LeetCode Example: 236. Lowest Common Ancestor of a Binary Tree

def lowestCommonAncestor(root, p, q):
    # Base case: found nothing, or found one of the targets
    if not root or root == p or root == q:
        return root
    
    # Search in left and right subtrees
    left = lowestCommonAncestor(root.left, p, q)
    right = lowestCommonAncestor(root.right, p, q)
    
    # 1. If both returned a non-null value, p and q are in different subtrees.
    # Current node is the LCA.
    if left and right:
        return root
    
    # 2 & 3. Otherwise, p and q are in the same subtree, or only one was found.
    # Return the non-null child result upwards.
    return left if left else right

How to Remember It: Draw a simple tree. Trace the function. Notice how left and right act like "messengers" bringing up the found nodes. When a node gets a non-null message from both sides, it knows it's the meeting point (LCA).


Part 4: Serialize and Deserialize a Binary Tree

Serialization is converting a tree into a string format for storage or transmission. Deserialization rebuilds the tree from that string.

Policy: "Use a preorder traversal to convert the tree into a stream of values, using a placeholder (like 'None' or '#') for null nodes to capture the tree's exact structure."

Theory Notes to Remember:

  • Why Preorder? "Root-first" ordering makes it easy to rebuild the tree recursively in the same order.

  • Why Placeholders? Without markers for null children, we can't uniquely reconstruct the tree. A single traversal sequence without nulls can represent multiple tree shapes.

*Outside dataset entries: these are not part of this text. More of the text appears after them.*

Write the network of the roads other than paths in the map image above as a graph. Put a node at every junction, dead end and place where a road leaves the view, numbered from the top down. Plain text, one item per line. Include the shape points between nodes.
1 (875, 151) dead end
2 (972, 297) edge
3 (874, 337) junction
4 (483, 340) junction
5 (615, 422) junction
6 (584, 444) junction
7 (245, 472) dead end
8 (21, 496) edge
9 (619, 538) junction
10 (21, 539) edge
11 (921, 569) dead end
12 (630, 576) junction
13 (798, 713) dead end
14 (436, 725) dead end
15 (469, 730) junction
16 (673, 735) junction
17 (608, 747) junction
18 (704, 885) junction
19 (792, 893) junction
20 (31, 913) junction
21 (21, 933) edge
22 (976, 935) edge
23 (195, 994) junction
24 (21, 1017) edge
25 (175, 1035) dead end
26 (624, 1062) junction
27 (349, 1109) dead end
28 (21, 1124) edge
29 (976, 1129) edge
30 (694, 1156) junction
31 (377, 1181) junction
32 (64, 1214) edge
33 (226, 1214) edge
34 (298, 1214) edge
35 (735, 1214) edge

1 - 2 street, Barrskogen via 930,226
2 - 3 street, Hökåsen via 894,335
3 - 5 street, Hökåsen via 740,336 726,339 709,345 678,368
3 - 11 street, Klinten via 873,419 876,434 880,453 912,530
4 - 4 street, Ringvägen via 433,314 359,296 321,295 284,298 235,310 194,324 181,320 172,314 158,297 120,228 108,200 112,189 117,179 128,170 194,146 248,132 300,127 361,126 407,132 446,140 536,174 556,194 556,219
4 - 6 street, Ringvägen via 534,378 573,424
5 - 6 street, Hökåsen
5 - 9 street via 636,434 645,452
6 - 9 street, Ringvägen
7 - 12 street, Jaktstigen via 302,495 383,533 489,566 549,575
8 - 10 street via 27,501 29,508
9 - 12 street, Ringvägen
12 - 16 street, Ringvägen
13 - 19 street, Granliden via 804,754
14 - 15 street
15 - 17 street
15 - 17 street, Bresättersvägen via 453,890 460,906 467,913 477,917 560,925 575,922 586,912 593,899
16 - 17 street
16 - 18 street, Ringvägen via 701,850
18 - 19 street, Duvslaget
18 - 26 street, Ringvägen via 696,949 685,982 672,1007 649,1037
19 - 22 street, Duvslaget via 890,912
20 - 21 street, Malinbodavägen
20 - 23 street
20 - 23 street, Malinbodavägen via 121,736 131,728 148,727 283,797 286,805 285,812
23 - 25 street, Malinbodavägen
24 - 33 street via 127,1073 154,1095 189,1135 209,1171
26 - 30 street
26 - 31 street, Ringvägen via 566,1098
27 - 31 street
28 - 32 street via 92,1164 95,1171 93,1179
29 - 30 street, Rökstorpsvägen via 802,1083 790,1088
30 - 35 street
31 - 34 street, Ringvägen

  • Data Structure: A queue is ideal for deserialization to efficiently pop the front of the data stream.

LeetCode Example: 297. Serialize and Deserialize Binary Tree

from collections import deque

class Codec:
    def serialize(self, root):
        """Encodes a tree to a single string."""
        def dfs_serialize(node):
            if not node:
                result.append("None")
                return
            result.append(str(node.val))
            dfs_serialize(node.left)
            dfs_serialize(node.right)
            
        result = []
        dfs_serialize(root)
        return ",".join(result)

    def deserialize(self, data):
        """Decodes your encoded data to tree."""
        if not data:
            return None
        
        # Use a deque to efficiently pop from the front
        node_list = deque(data.split(','))
        
        def dfs_deserialize():
            val = node_list.popleft()
            if val == "None":
                return None
            
            node = TreeNode(int(val))
            node.left = dfs_deserialize()
            node.right = dfs_deserialize()
            return node
            
        return dfs_deserialize()

# Usage:
# ser = Codec()
# deser = Codec()
# ans = deser.deserialize(ser.serialize(root))

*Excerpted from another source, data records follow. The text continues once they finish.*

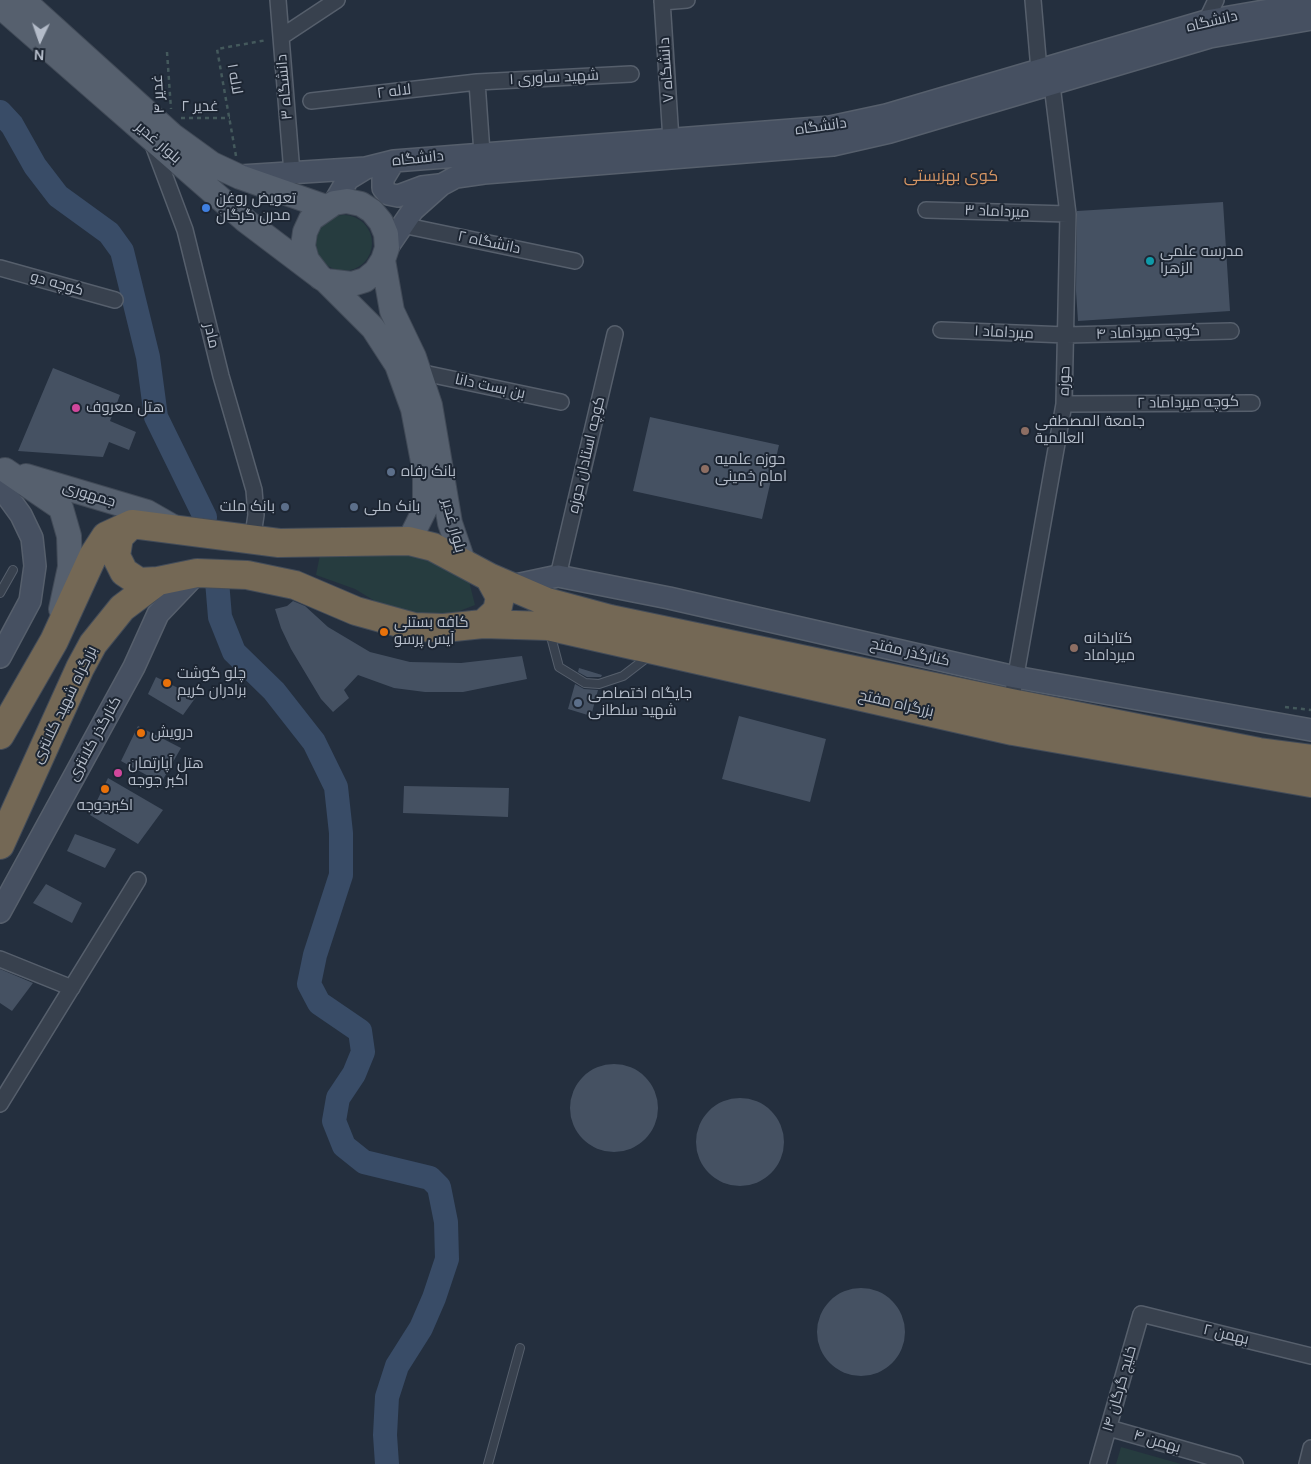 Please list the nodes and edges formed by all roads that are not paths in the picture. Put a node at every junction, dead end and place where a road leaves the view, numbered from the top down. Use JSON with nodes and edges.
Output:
{"nodes":[{"id":1,"x":23,"y":0,"type":"edge"},
{"id":2,"x":278,"y":0,"type":"edge"},
{"id":3,"x":337,"y":0,"type":"edge"},
{"id":4,"x":687,"y":0,"type":"edge"},
{"id":5,"x":1033,"y":0,"type":"edge"},
{"id":6,"x":1216,"y":0,"type":"edge"},
{"id":7,"x":662,"y":1,"type":"edge"},
{"id":8,"x":1311,"y":3,"type":"edge"},
{"id":9,"x":0,"y":6,"type":"edge"},
{"id":10,"x":1311,"y":19,"type":"edge"},
{"id":11,"x":1208,"y":29,"type":"junction"},
{"id":12,"x":281,"y":37,"type":"junction"},
{"id":13,"x":631,"y":74,"type":"dead end"},
{"id":14,"x":1046,"y":78,"type":"junction"},
{"id":15,"x":477,"y":82,"type":"junction"},
{"id":16,"x":311,"y":101,"type":"dead end"},
{"id":17,"x":164,"y":130,"type":"junction"},
{"id":18,"x":671,"y":140,"type":"junction"},
{"id":19,"x":482,"y":153,"type":"junction"},
{"id":20,"x":394,"y":161,"type":"junction"},
{"id":21,"x":366,"y":168,"type":"junction"},
{"id":22,"x":292,"y":173,"type":"junction"},
{"id":23,"x":240,"y":176,"type":"junction"},
{"id":24,"x":441,"y":185,"type":"junction"},
{"id":25,"x":330,"y":205,"type":"junction"},
{"id":26,"x":926,"y":210,"type":"dead end"},
{"id":27,"x":1068,"y":214,"type":"junction"},
{"id":28,"x":402,"y":225,"type":"junction"},
{"id":29,"x":385,"y":254,"type":"junction"},
{"id":30,"x":575,"y":261,"type":"dead end"},
{"id":31,"x":0,"y":268,"type":"edge"},
{"id":32,"x":323,"y":279,"type":"junction"},
{"id":33,"x":115,"y":300,"type":"dead end"},
{"id":34,"x":941,"y":330,"type":"dead end"},
{"id":35,"x":1231,"y":330,"type":"dead end"},
{"id":36,"x":615,"y":334,"type":"dead end"},
{"id":37,"x":1066,"y":336,"type":"junction"},
{"id":38,"x":419,"y":372,"type":"junction"},
{"id":39,"x":561,"y":402,"type":"dead end"},
{"id":40,"x":1252,"y":402,"type":"dead end"},
{"id":41,"x":1064,"y":404,"type":"junction"},
{"id":42,"x":2,"y":475,"type":"edge"},
{"id":43,"x":132,"y":524,"type":"junction"},
{"id":44,"x":175,"y":528,"type":"junction"},
{"id":45,"x":252,"y":541,"type":"junction"},
{"id":46,"x":409,"y":541,"type":"junction"},
{"id":47,"x":463,"y":561,"type":"junction"},
{"id":48,"x":13,"y":570,"type":"dead end"},
{"id":49,"x":197,"y":573,"type":"junction"},
{"id":50,"x":558,"y":576,"type":"junction"},
{"id":51,"x":158,"y":581,"type":"junction"},
{"id":52,"x":500,"y":582,"type":"junction"},
{"id":53,"x":0,"y":593,"type":"edge"},
{"id":54,"x":669,"y":598,"type":"junction"},
{"id":55,"x":483,"y":624,"type":"junction"},
{"id":56,"x":548,"y":626,"type":"junction"},
{"id":57,"x":659,"y":640,"type":"junction"},
{"id":58,"x":54,"y":641,"type":"junction"},
{"id":59,"x":0,"y":657,"type":"edge"},
{"id":60,"x":1014,"y":677,"type":"junction"},
{"id":61,"x":1011,"y":703,"type":"junction"},
{"id":62,"x":1311,"y":730,"type":"edge"},
{"id":63,"x":0,"y":735,"type":"edge"},
{"id":64,"x":1311,"y":759,"type":"edge"},
{"id":65,"x":1311,"y":783,"type":"edge"},
{"id":66,"x":0,"y":845,"type":"edge"},
{"id":67,"x":138,"y":880,"type":"dead end"},
{"id":68,"x":0,"y":912,"type":"edge"},
{"id":69,"x":0,"y":959,"type":"edge"},
{"id":70,"x":72,"y":988,"type":"junction"},
{"id":71,"x":0,"y":1104,"type":"edge"},
{"id":72,"x":1141,"y":1314,"type":"joint"},
{"id":73,"x":520,"y":1348,"type":"dead end"},
{"id":74,"x":1311,"y":1356,"type":"edge"},
{"id":75,"x":1108,"y":1428,"type":"junction"},
{"id":76,"x":1311,"y":1448,"type":"edge"},
{"id":77,"x":488,"y":1464,"type":"edge"},
{"id":78,"x":1098,"y":1464,"type":"edge"},
{"id":79,"x":1235,"y":1464,"type":"edge"},
{"id":80,"x":1307,"y":1464,"type":"edge"}],
"edges":[{"from":1,"to":17,"type":"main road","name":"بلوار غدیر"},
{"from":2,"to":12,"type":"street","name":"۳ دانشگاه"},
{"from":3,"to":12,"type":"street"},
{"from":4,"to":7,"type":"street"},
{"from":5,"to":14,"type":"street","name":"حوزه"},
{"from":6,"to":11,"type":"street"},
{"from":7,"to":18,"type":"street","name":"۷ دانشگاه"},
{"from":8,"to":11,"type":"main road","name":"دانشگاه"},
{"from":9,"to":17,"type":"main road","name":"بلوار غدیر"},
{"from":10,"to":11,"type":"main road","name":"دانشگاه"},
{"from":11,"to":14,"type":"main road","name":"دانشگاه"},
{"from":12,"to":22,"type":"street","name":"۳ دانشگاه"},
{"from":13,"to":15,"type":"street","name":"۱ شهید ساوری"},
{"from":14,"to":18,"type":"main road","name":"دانشگاه"},
{"from":14,"to":24,"type":"main road","name":"دانشگاه"},
{"from":14,"to":27,"type":"street","name":"حوزه"},
{"from":15,"to":16,"type":"street","name":"۲ لاله"},
{"from":15,"to":19,"type":"street"},
{"from":17,"to":23,"type":"main road","name":"بلوار غدیر"},
{"from":17,"to":32,"type":"main road","name":"بلوار غدیر"},
{"from":17,"to":45,"type":"street","name":"مادر"},
{"from":18,"to":19,"type":"main road","name":"دانشگاه"},
{"from":19,"to":20,"type":"main road","name":"دانشگاه"},
{"from":20,"to":21,"type":"main road","name":"دانشگاه"},
{"from":20,"to":24,"type":"main road"},
{"from":21,"to":22,"type":"main road","name":"بلوار غدیر"},
{"from":21,"to":25,"type":"main road","name":"دانشگاه"},
{"from":22,"to":23,"type":"main road","name":"بلوار غدیر"},
{"from":23,"to":25,"type":"main road","name":"بلوار غدیر"},
{"from":24,"to":28,"type":"main road","name":"دانشگاه"},
{"from":25,"to":29,"type":"main road"},
{"from":25,"to":32,"type":"main road"},
{"from":26,"to":27,"type":"street","name":"۳ میرداماد"},
{"from":27,"to":37,"type":"street","name":"حوزه"},
{"from":28,"to":29,"type":"main road","name":"دانشگاه"},
{"from":28,"to":30,"type":"street","name":"دانشگاه ۲"},
{"from":29,"to":32,"type":"main road"},
{"from":29,"to":38,"type":"main road","name":"بلوار غدیر"},
{"from":31,"to":33,"type":"street","name":"کوچه دو"},
{"from":32,"to":46,"type":"main road","name":"بلوار غدیر"},
{"from":34,"to":37,"type":"street","name":"۱ میرداماد"},
{"from":35,"to":37,"type":"street","name":"کوچه میرداماد ۴"},
{"from":36,"to":50,"type":"street","name":"کوچه استادان حوزه"},
{"from":37,"to":41,"type":"street","name":"حوزه"},
{"from":38,"to":39,"type":"street","name":"بن بست دانا"},
{"from":38,"to":47,"type":"main road","name":"بلوار غدیر"},
{"from":40,"to":41,"type":"street","name":"کوچه میرداماد ۲"},
{"from":41,"to":60,"type":"street","name":"حوزه"},
{"from":42,"to":44,"type":"main road","name":"جمهوری"},
{"from":42,"to":58,"type":"main road"},
{"from":42,"to":59,"type":"main road"},
{"from":43,"to":44,"type":"highway"},
{"from":43,"to":51,"type":"highway"},
{"from":43,"to":58,"type":"highway"},
{"from":44,"to":45,"type":"highway"},
{"from":45,"to":46,"type":"highway","name":"بزرگراه مفتح"},
{"from":46,"to":47,"type":"highway","name":"بزرگراه مفتح"},
{"from":47,"to":52,"type":"highway","name":"بزرگراه مفتح"},
{"from":48,"to":53,"type":"lane"},
{"from":49,"to":51,"type":"highway","name":"بزرگراه شهید کلانتری"},
{"from":49,"to":55,"type":"highway","name":"بزرگراه شهید کلانتری"},
{"from":49,"to":68,"type":"main road","name":"کنارگذر کلانتری"},
{"from":50,"to":52,"type":"main road","name":"کنارگذر مفتح"},
{"from":50,"to":54,"type":"main road","name":"کنارگذر مفتح"},
{"from":51,"to":66,"type":"highway","name":"بزرگراه شهید کلانتری"},
{"from":52,"to":55,"type":"highway"},
{"from":52,"to":57,"type":"highway","name":"بزرگراه مفتح"},
{"from":54,"to":57,"type":"main road"},
{"from":54,"to":60,"type":"main road","name":"کنارگذر مفتح"},
{"from":55,"to":56,"type":"highway","name":"بزرگراه مفتح"},
{"from":56,"to":57,"type":"highway","name":"بزرگراه مفتح"},
{"from":56,"to":57,"type":"lane"},
{"from":57,"to":61,"type":"highway","name":"بزرگراه مفتح"},
{"from":57,"to":65,"type":"highway","name":"بزرگراه مفتح"},
{"from":58,"to":63,"type":"highway"},
{"from":60,"to":61,"type":"street","name":"حوزه"},
{"from":60,"to":62,"type":"main road","name":"کنارگذر مفتح"},
{"from":61,"to":64,"type":"highway","name":"بزرگراه مفتح"},
{"from":67,"to":70,"type":"street"},
{"from":69,"to":70,"type":"street"},
{"from":70,"to":71,"type":"street"},
{"from":72,"to":74,"type":"street","name":"بهمن ۲"},
{"from":72,"to":75,"type":"street","name":"خلیج گرگان ۱۴"},
{"from":73,"to":77,"type":"lane"},
{"from":75,"to":78,"type":"street","name":"خلیج گرگان ۱۴"},
{"from":75,"to":79,"type":"street","name":"بهمن ۴"},
{"from":76,"to":80,"type":"street"}]}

How to Remember It: The serialization process is a preorder DFS that writes "None" for leaves. The deserialization process is a preorder DFS that reads from the string; when it reads a "None", it returns a null node. The symmetry makes it beautiful.

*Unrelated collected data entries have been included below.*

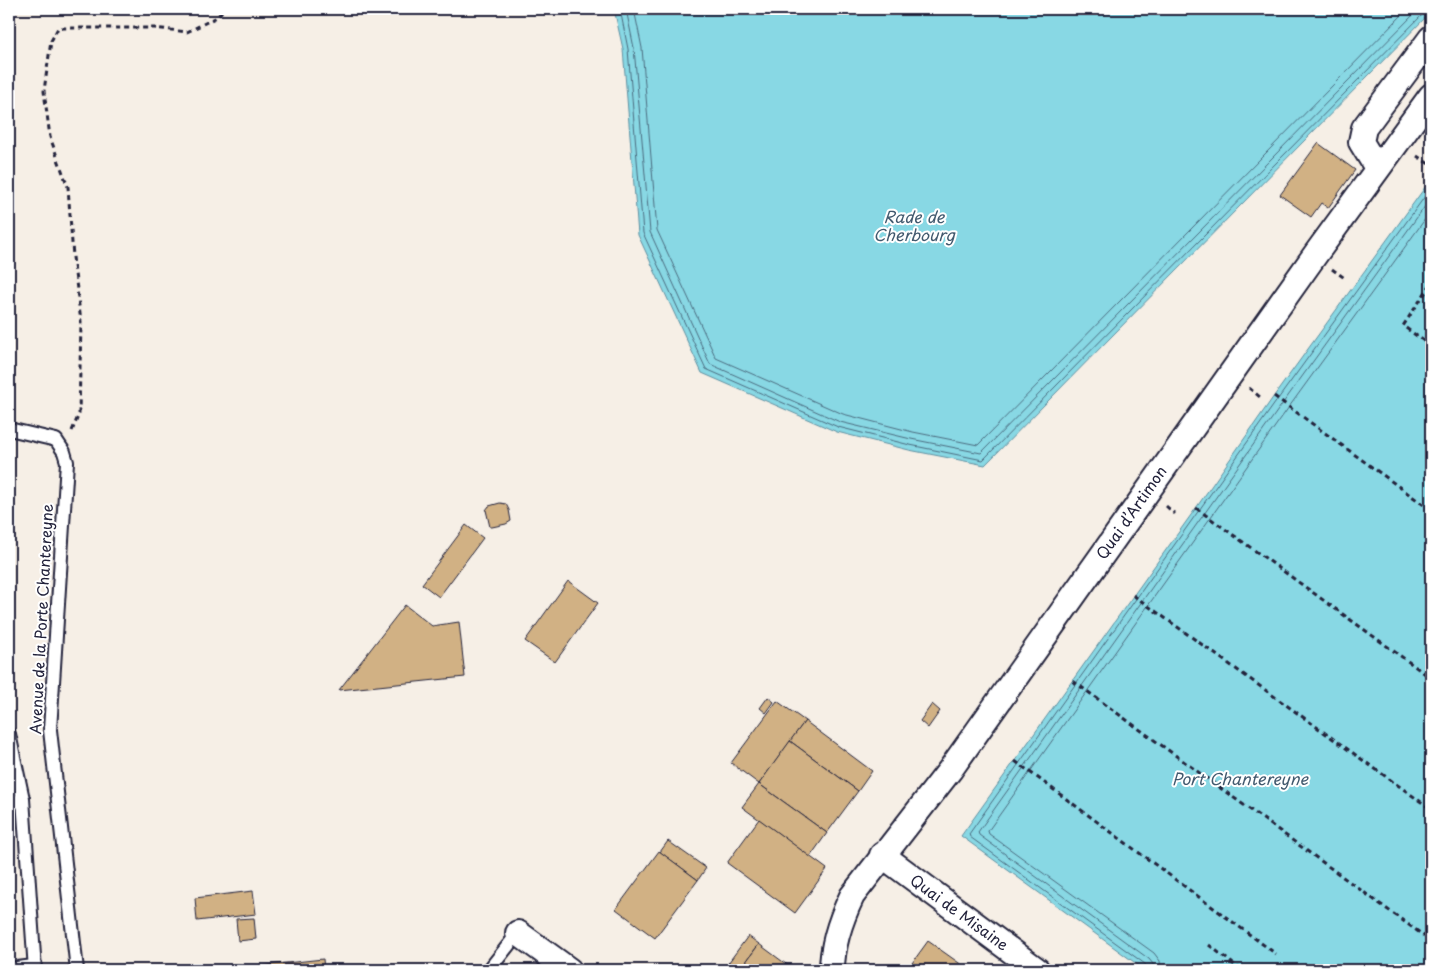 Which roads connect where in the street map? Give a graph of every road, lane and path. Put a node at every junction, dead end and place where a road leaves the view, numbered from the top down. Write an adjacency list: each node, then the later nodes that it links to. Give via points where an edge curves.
1 (224, 9): 9 (path, via 217,17 187,32 155,28 58,28 52,41 44,92 50,137 68,187 82,322 79,414)
2 (1431, 38): 4 (street, via 1364,128 1361,142)
3 (1431, 96): 4 (street, Quai d’Artimon)
4 (1377, 168): 20 (street, Quai d’Artimon, via 950,770)
5 (1431, 284): 6 (path, via 1403,326)
6 (1431, 346)
7 (1274, 396): 11 (path)
8 (9, 429): 9 (lane, via 56,440)
9 (64, 452): 27 (lane, Avenue de la Porte Chantereyne, via 67,462 50,730)
10 (1196, 508): 13 (path)
11 (1431, 510)
12 (1133, 595): 19 (path)
13 (1431, 678)
14 (1073, 681): 22 (path)
15 (9, 734): 17 (lane, Avenue de la Porte Chantereyne)
16 (1014, 761): 24 (path)
17 (23, 800): 18 (lane); 25 (lane, Avenue de la Porte Chantereyne)
18 (9, 804)
19 (1431, 809)
20 (882, 855): 30 (street, Quai d’Artimon, via 852,896 842,917); 31 (street, Quai de Misaine)
21 (518, 933): 28 (lane); 29 (street)
22 (1431, 941)
23 (1209, 945): 32 (path)
24 (1276, 954)
25 (35, 968): 26 (lane)
26 (9, 969)
27 (77, 970)
28 (489, 970)
29 (569, 970)
30 (832, 970)
31 (1037, 970)
32 (1241, 970)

2-Hour Study Plan & Final Tips

To make the most of this guide in under two hours, follow this plan:

  • Minute 0-30: Read Parts 1.1, 1.2, and 1.3 thoroughly. Write down the recursive and iterative code for all three traversals on paper without looking. Understand why the iterative stack works.

  • Minute 30-45: Master Part 2 (Level-Order). Note the queue pattern. Solve LeetCode #102.

  • Minute 45-75: Deep dive into Part 3 (LCA). This is the most conceptually challenging. Trace the algorithm on a few examples. The "if left and right: return root" line is the soul of the algorithm.

  • Minute 75-105: Understand Serialize/Deserialize (Part 4). Pay close attention to why we need null markers.

  • Minute 105-120: Solve the linked LeetCode problems without looking at the solutions. This active recall cements the knowledge.

Final Memory Aids

  • Preorder: I'm first! (Root -> L -> R)

  • Inorder: I'm in the middle! (L -> Root -> R)

  • Postorder: I'm last! (L -> R -> Root)

  • DFS Stack, BFS Queue.

  • LCA: "Find p or q, if a node gets one from left and one from right, it's the LCA."

  • Serialize: "Preorder with 'None' placeholders. Deserialize: reverse the process."